Topic: Recent Activities of distant talk speech recognition
Time: 14:45-15:30
Speaker: Shinji Watanabe (MERL)
Abstract:
With the success of voice search applications using mobile devices, the application area for speech recognition has widen from close talk to distant talk scenarios. However, distant speech recognition is a significantly harder problem, because speech signals are distorted due to noises, reverberations, and attenuation. In such scenarios, the performance of current speech recognition systems drastically degrades due to their lack of robustness. In this presentation, we introduce several research trends in distant speech recognition, in particular the CHiME speech separation and recognition challenge series, the REVERB challenge, and the ASpIRE challenge. We also introduce several promising techniques used in our systems which showed their effectiveness in these challenges, including non-negative matrix factorization, long short-term memory network for speech enhancement, and discriminative techniques for acoustic modeling.
Bio:
Shinji Watanabe received the Dr. Eng. Degree in 2006 from Waseda University, Japan. From 2001 to 2011, he was working at NTT Communication Science Laboratories, Japan. From 2012, he has been working at Mitsubishi Electric Research Laboratories, USA. His research interests include machine learning, Bayesian inference, speech recognition, and spoken language processing.
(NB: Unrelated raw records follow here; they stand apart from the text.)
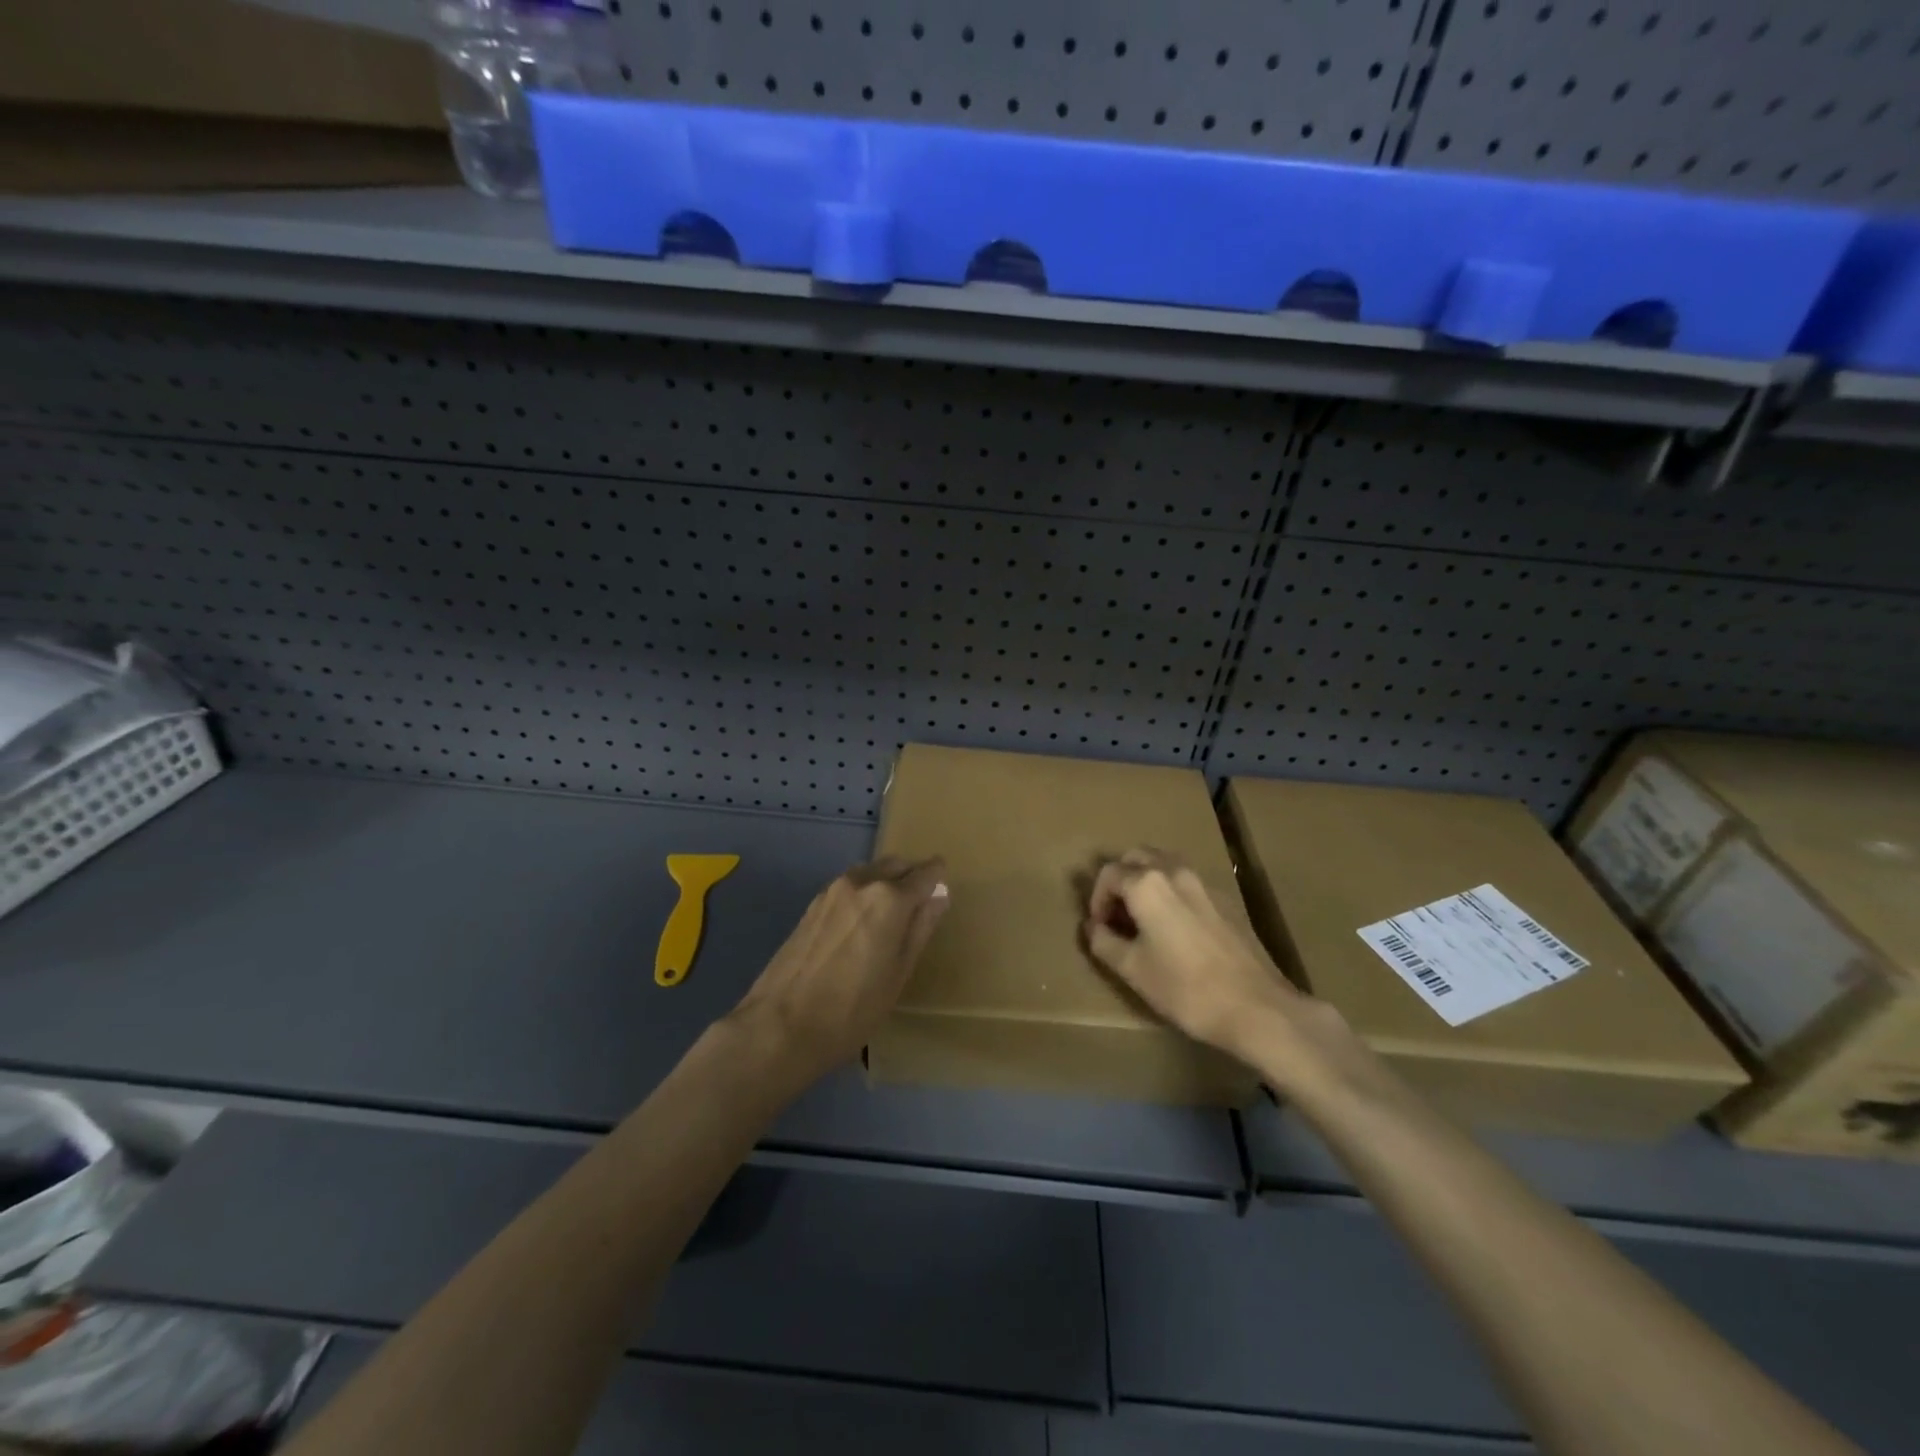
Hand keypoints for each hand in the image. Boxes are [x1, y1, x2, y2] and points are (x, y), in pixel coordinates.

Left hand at [728, 857, 949, 1086]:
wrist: (780, 1026)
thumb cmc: (852, 1008)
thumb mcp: (899, 973)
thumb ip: (921, 928)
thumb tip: (940, 895)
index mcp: (890, 898)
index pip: (925, 873)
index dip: (938, 879)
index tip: (943, 891)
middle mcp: (861, 882)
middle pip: (896, 865)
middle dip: (912, 876)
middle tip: (920, 906)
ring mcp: (832, 891)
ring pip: (870, 872)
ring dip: (886, 882)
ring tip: (891, 917)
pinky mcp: (812, 905)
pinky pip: (849, 886)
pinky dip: (863, 893)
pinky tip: (861, 924)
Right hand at [1083, 848, 1306, 1059]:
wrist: (1256, 1007)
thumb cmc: (1185, 988)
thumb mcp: (1133, 970)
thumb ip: (1104, 942)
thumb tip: (1093, 927)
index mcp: (1147, 884)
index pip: (1109, 874)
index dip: (1096, 899)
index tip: (1099, 927)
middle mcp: (1175, 871)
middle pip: (1137, 857)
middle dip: (1120, 880)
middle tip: (1117, 914)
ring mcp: (1204, 883)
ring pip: (1164, 864)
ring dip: (1146, 881)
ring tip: (1143, 918)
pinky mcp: (1226, 899)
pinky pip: (1187, 882)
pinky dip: (1170, 891)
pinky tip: (1175, 928)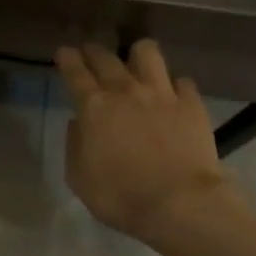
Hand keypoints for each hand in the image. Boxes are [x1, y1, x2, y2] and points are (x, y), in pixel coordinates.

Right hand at [55, 40, 236, 245]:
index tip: (64, 53)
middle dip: (94, 52)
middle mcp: (125, 90)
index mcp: (94, 107)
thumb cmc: (121, 197)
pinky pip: (182, 81)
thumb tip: (78, 123)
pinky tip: (173, 94)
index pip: (75, 72)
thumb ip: (74, 145)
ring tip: (137, 62)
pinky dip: (174, 85)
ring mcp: (161, 93)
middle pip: (106, 57)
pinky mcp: (191, 103)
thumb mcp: (80, 179)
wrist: (180, 203)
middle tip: (91, 55)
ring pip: (147, 53)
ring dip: (137, 55)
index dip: (67, 59)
He is a member of the Acoustical Society of Japan (ASJ), the Institute of Electronics, Information and Communications Engineers (IEICE), and a senior member of IEEE. He is currently an Associate Editor of the IEEE Transactions on Audio Speech and Language Processing, and several committee members including the IEEE Signal Processing Society Speech and Language Technical Committee (IEEE SLTC).

Topic: Machine Learning and Signal Processing Technologies for Assistive Hearing Devices
Time: 15:30-16:30
Speaker: Yu Tsao (Sinica Taiwan)
Abstract：With the rapid advancement in speech processing technologies and in-depth understanding of human speech perception mechanism, significant improvement has been made in the design of assistive hearing devices [assistive listening device (ALD), hearing aids (HAs), and cochlear implants (CIs)] to benefit the speech communication for millions of hearing-impaired patients and subsequently enhance their quality of life. However, there are still many technical challenges, such as designing noise-suppression algorithms catered for ALD, HA, and CI users, deriving optimal compression strategies, improving the music appreciation, optimizing speech processing strategies for users speaking tonal languages, to name a few. In this talk, we present our recent research achievements using machine learning and signal processing on improving speech perception abilities for ALD, HA, and CI users.
Bio:
Dr. Yu Tsao received the Ph.D. degree in Electrical and Computer Engineering from Georgia Institute of Technology, GA, USA, in 2008. The topic of his Ph.D. research is on characterizing unknown environments for enhancing automatic speech recognition (ASR) robustness under adverse conditions. In the summers of 2004, 2005, and 2006, Dr. Tsao was with Speech Technologies Laboratory, Texas Instruments Incorporated (TI), as a summer research associate, where he was deriving algorithms to reduce online computation for ASR on mobile devices. A US patent was applied based on his research work in TI. In addition to the patent application, Dr. Tsao received a TILU (Texas Instruments Leadership University) fellowship and two conference grants offered by ISCA (International Speech Communication Association).
From April 2009 to September 2011, Dr. Tsao was an expert researcher at Spoken Language Communication (SLC) Group, National Institute of Information and Communications Technology (NICT), Kyoto, Japan, where he engaged in research and product development in ASR for multi-lingual speech-to-speech translation. Several papers were published, and a Japan Patent was filed based on his research achievements.
Currently, Dr. Tsao is an assistant research fellow of the Research Center for Information Technology Innovation (CITI) at Academia Sinica. His recent research interests include hearing assistive devices, speech recognition, audio-coding, deep neural networks, bio-signals, and acoustic modeling.